Nigeria’s $44.06bn export performance in the first nine months of 2025 has strengthened foreign exchange supply and supported renewed stability in the naira, but pressure is mounting for the gains to translate into tangible relief for businesses and households.

Fresh data from the Central Bank of Nigeria show that exports rose from $40.29bn in the corresponding period of 2024 to $44.06bn in 2025, representing a $3.76bn increase. The improvement comes amid ongoing macroeconomic reforms aimed at stabilising the currency and rebuilding investor confidence.

At the official market, the naira has shown sustained appreciation at the Nigerian Foreign Exchange Market, closing at 1,351.02 to the dollar earlier this week, after gaining N20.36 in the preceding week to settle at 1,366.19. Analysts attribute the performance to stronger dollar inflows from exports, foreign portfolio investors and improved liquidity management.

However, beyond currency charts and export statistics, economic stakeholders are increasingly focused on whether the headline numbers will ease production costs and lower consumer prices.

Monthly trade data indicate that July 2025 recorded the strongest export performance at $5.85bn, followed by May at $5.18bn. In contrast, March and January 2025 were the weakest months at $4.54bn and $4.59bn respectively. Compared with 2024, the widest gap occurred in July with a $1.26bn difference, while August recorded the narrowest margin at $28.34m.

Industry leaders say oil remains the dominant driver of export growth, supported by improved crude output and expanded petroleum product shipments. At the same time, non-oil exports are gradually gaining traction, reflecting efforts by the Nigerian Export Promotion Council to diversify the country’s export base.

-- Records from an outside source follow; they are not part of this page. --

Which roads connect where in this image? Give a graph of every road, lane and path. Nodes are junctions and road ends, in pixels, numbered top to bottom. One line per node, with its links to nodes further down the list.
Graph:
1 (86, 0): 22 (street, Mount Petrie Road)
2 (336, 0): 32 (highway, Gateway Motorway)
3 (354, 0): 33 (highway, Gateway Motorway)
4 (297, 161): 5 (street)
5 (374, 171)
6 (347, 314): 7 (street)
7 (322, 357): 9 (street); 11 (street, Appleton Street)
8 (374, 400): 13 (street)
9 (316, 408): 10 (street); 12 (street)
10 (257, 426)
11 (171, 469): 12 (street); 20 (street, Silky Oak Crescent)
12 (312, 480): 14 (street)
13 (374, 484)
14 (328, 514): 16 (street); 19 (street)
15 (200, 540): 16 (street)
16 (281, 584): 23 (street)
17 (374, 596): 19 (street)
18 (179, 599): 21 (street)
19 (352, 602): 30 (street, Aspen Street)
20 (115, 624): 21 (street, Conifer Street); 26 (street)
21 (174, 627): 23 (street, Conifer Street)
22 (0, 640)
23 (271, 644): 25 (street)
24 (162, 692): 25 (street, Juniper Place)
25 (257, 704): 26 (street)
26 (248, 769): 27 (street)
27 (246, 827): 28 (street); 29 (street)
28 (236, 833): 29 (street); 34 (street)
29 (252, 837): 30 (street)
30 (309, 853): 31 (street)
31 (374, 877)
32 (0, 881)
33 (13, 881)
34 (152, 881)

Segun Kuti-George, National Vice President of the National Association of Small-Scale Industrialists, described the export figures as encouraging, noting that stronger export receipts have contributed to exchange rate stability. He argued that sustained appreciation of the naira could reduce import costs and ease pressure on manufacturers dependent on foreign inputs.

Dr Bamidele Ayemibo, a former chairman of the export group at the Lagos Chamber of Commerce and Industry, said the upward trajectory signals that current export strategies are yielding results. He noted that recent non-oil export figures released by NEPC suggest improving performance, though he cautioned that Nigeria still underperforms relative to its economic size.

Ayemibo stressed that strengthening institutions such as the Nigerian Export-Import Bank would be critical to sustaining growth through export credit insurance and financing support.

Manufacturers have also welcomed the currency’s relative stability. Dr Benedict Obhiosa, Secretary of the Manufacturers Association of Nigeria Export Promotion Group, said a stable exchange rate reduces uncertainty in pricing imported machinery and raw materials. He added that if the trend continues into 2026, it could improve planning and lower operational risks in the real sector.

Yet concerns remain about weak transmission of macroeconomic gains to the broader population. While export growth boosts reserves and supports the naira, stakeholders argue that rising rents and persistently high food prices suggest limited pass-through effects so far.

Economists note that without stronger competition, regulatory oversight and targeted support for domestic production, exchange rate gains alone may not automatically translate into lower living costs.

For policymakers, the next test is whether Nigeria can convert export momentum into inclusive growth. Sustaining diversification beyond oil, strengthening export financing institutions and ensuring policy consistency will determine whether the recent $44bn milestone becomes a turning point or a temporary reprieve for the naira.